(Saved entries)
┏━━

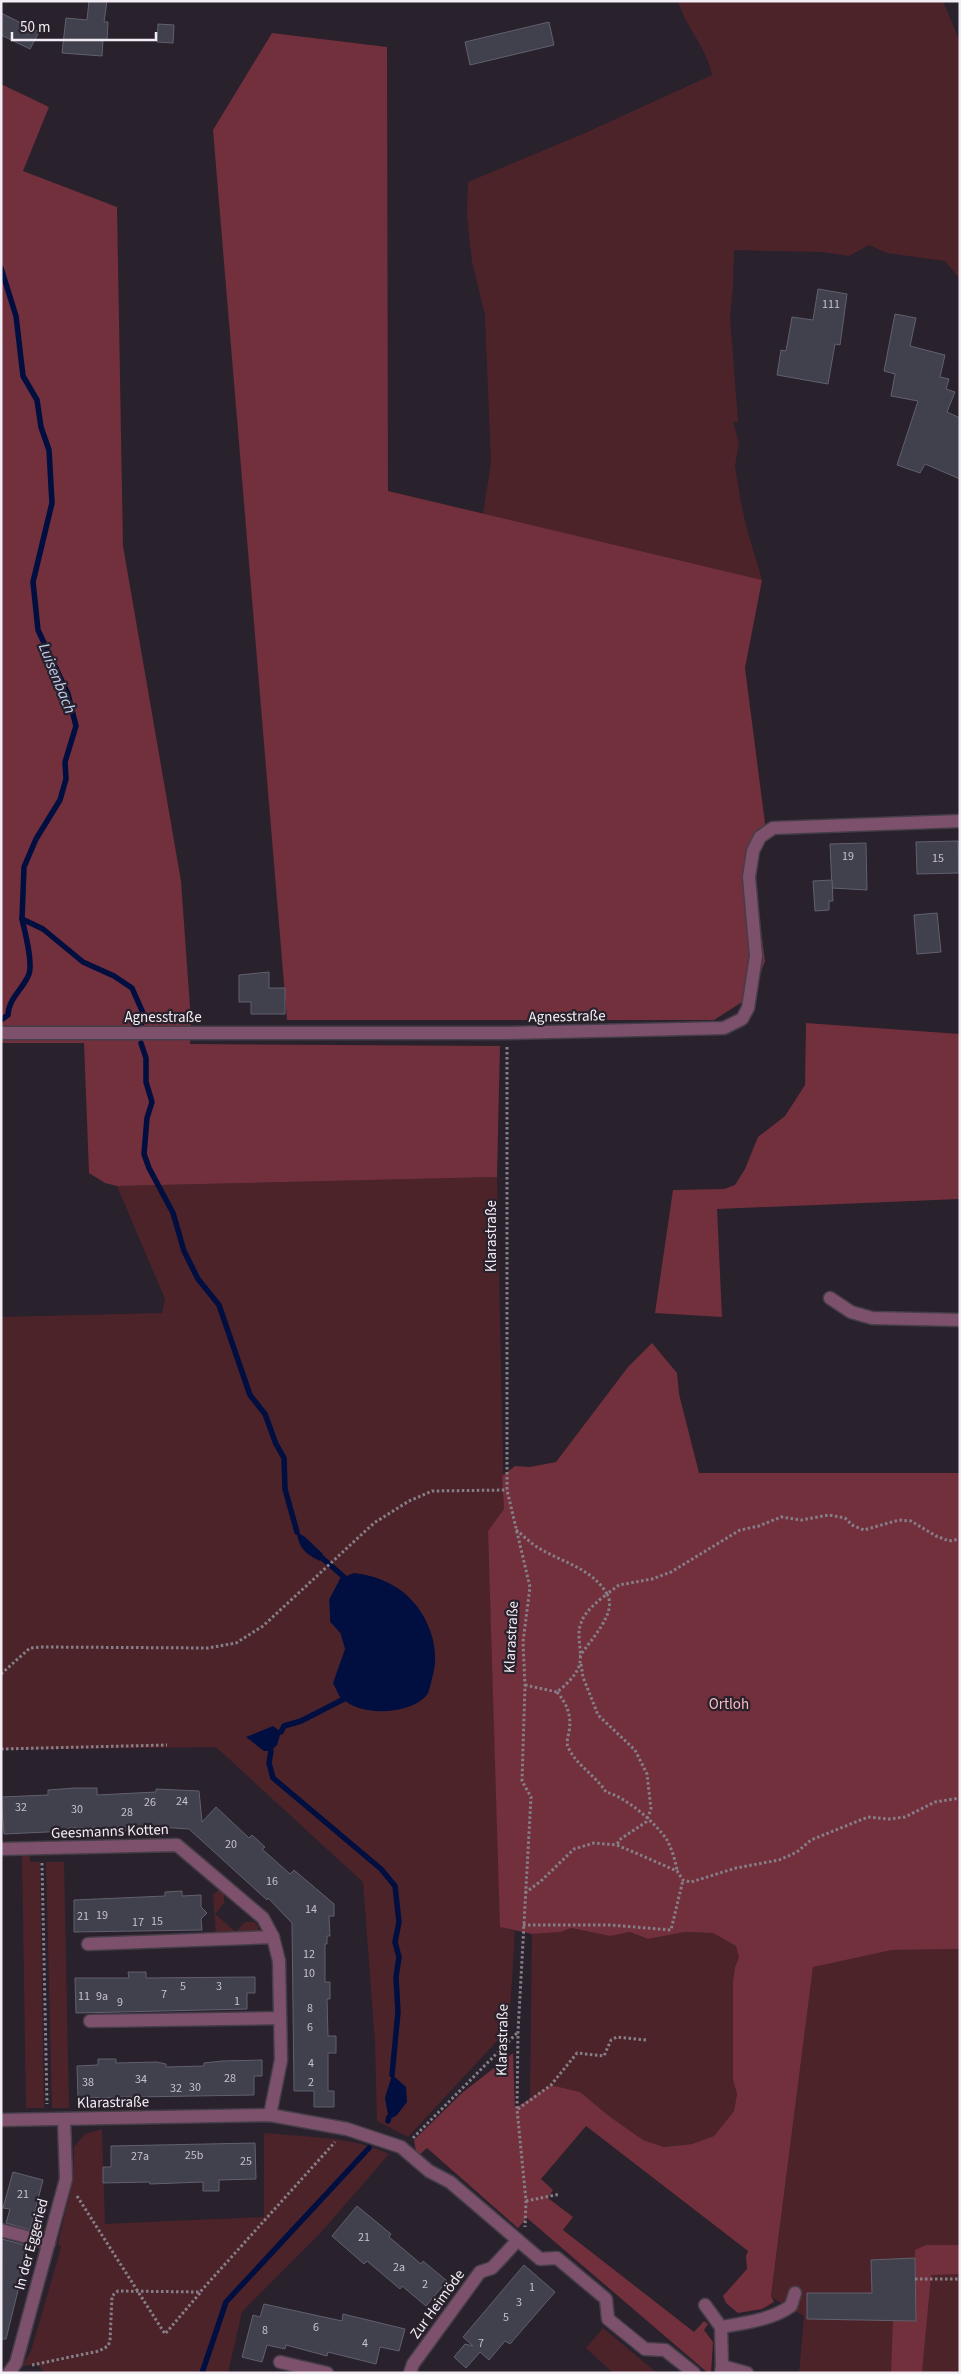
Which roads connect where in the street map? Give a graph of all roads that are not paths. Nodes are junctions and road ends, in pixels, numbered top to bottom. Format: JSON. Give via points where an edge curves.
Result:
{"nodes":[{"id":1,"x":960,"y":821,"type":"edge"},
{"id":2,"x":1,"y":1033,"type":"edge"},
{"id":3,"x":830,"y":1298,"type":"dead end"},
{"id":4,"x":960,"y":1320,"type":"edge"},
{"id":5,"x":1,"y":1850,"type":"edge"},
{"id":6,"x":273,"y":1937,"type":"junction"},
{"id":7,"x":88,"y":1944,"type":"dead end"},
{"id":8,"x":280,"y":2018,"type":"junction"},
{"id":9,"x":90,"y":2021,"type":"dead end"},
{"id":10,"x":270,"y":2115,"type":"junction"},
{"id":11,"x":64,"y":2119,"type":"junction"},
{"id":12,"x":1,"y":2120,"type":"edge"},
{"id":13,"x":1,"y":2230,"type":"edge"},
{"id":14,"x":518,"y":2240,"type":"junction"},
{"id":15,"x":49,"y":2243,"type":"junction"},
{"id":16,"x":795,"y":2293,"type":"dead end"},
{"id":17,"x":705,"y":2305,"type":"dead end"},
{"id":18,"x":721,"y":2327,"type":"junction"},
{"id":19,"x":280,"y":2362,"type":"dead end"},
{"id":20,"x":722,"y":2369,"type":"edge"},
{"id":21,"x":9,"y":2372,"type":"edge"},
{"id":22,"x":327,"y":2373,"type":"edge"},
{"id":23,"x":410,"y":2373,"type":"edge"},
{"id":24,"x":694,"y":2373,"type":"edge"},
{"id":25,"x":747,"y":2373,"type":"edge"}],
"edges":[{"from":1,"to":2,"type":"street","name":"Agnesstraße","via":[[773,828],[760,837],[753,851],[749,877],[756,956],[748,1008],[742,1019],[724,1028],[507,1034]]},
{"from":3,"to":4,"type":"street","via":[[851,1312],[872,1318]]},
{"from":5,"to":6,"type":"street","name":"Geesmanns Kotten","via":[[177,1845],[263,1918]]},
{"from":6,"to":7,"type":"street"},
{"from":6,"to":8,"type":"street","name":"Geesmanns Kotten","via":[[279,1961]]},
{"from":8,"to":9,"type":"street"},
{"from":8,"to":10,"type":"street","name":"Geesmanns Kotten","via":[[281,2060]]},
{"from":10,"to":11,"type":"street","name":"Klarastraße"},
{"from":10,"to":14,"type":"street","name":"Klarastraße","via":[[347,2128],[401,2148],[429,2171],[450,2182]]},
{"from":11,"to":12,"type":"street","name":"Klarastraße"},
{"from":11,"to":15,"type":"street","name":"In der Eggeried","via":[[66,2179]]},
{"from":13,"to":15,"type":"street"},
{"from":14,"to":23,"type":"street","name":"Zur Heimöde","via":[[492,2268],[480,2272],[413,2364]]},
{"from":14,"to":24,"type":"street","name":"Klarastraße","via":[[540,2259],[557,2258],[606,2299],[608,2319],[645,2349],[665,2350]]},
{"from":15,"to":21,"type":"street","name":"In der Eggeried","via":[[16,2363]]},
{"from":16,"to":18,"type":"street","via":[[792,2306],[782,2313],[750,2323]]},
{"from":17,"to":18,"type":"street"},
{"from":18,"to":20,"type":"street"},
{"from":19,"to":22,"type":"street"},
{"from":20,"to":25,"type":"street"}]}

┗━━

§ Exercise requirements
The entries must be written out again unchanged. Images are to be left out.

§ Answer to this task
Which roads connect where in the street map? Give a graph of all roads that are not paths. Nodes are junctions and road ends, in pixels, numbered top to bottom. Format: JSON. Give via points where an edge curves.
Result:
{"nodes":[{"id":1,"x":960,"y":821,"type":"edge"},
{"id":2,"x":1,"y":1033,"type":"edge"},
{"id":3,"x":830,"y":1298,"type":"dead end"},
{"id":4,"x":960,"y":1320,"type":"edge"},
{"id":5,"x":1,"y":1850,"type":"edge"},
{"id":6,"x":273,"y":1937,"type":"junction"},
{"id":7,"x":88,"y":1944,"type":"dead end"},
{"id":8,"x":280,"y":2018,"type":"junction"},
{"id":9,"x":90,"y":2021,"type":"dead end"},
{"id":10,"x":270,"y":2115,"type":"junction"},
{"id":11,"x":64,"y":2119,"type":"junction"},
{"id":12,"x":1,"y":2120,"type":"edge"},
{"id":13,"x":1,"y":2230,"type":"edge"},
{"id":14,"x":518,"y":2240,"type":"junction"},
{"id":15,"x":49,"y":2243,"type":"junction"},
{"id":16,"x":795,"y":2293,"type":"dead end"},
{"id":17,"x":705,"y":2305,"type":"dead end"},
{"id":18,"x":721,"y":2327,"type":"junction"},
{"id":19,"x":280,"y":2362,"type":"dead end"},
{"id":20,"x":722,"y":2369,"type":"edge"},
{"id":21,"x":9,"y":2372,"type":"edge"},
{"id":22,"x":327,"y":2373,"type":"edge"},
{"id":23,"x":410,"y":2373,"type":"edge"},
{"id":24,"x":694,"y":2373,"type":"edge"},
{"id":25,"x":747,"y":2373,"type":"edge"}],
"edges":[{"from":1,"to":2,"type":"street","name":"Agnesstraße","via":[[773,828],[760,837],[753,851],[749,877],[756,956],[748,1008],[742,1019],[724,1028],[507,1034]]},
{"from":3,"to":4,"type":"street","via":[[851,1312],[872,1318]]},
{"from":5,"to":6,"type":"street","name":"Geesmanns Kotten","via":[[177,1845],[263,1918]]},
{"from":6,"to":7,"type":"street"},
{"from":6,"to":8,"type":"street","name":"Geesmanns Kotten","via":[[279,1961]]},
{"from":8,"to":9,"type":"street"},
{"from":8,"to":10,"type":"street","name":"Geesmanns Kotten","via":[[281,2060]]},
{"from":10,"to":11,"type":"street","name":"Klarastraße"},
{"from":10,"to":14,"type":"street","name":"Klarastraße","via":[[347,2128],[401,2148],[429,2171],[450,2182]]},
{"from":11,"to":12,"type":"street","name":"Klarastraße"},
{"from":11,"to":15,"type":"street","name":"In der Eggeried","via":[[66,2179]]},
{"from":13,"to":15,"type":"street"},
{"from":14,"to":23,"type":"street","name":"Zur Heimöde","via":[[492,2268],[480,2272],[413,2364]]},
{"from":14,"to":24,"type":"street","name":"Klarastraße","via":[[540,2259],[557,2258],[606,2299],[608,2319],[645,2349],[665,2350]]},
{"from":15,"to":21,"type":"street","name":"In der Eggeried","via":[[16,2363]]},
{"from":16,"to":18,"type":"street","via":[[792,2306],[782,2313],[750,2323]]},
{"from":17,"to":18,"type":"street"},
{"from":18,"to":20,"type":"street"},
{"from":19,"to":22,"type":"street"},
{"from":20,"to":25,"type":"street"}]}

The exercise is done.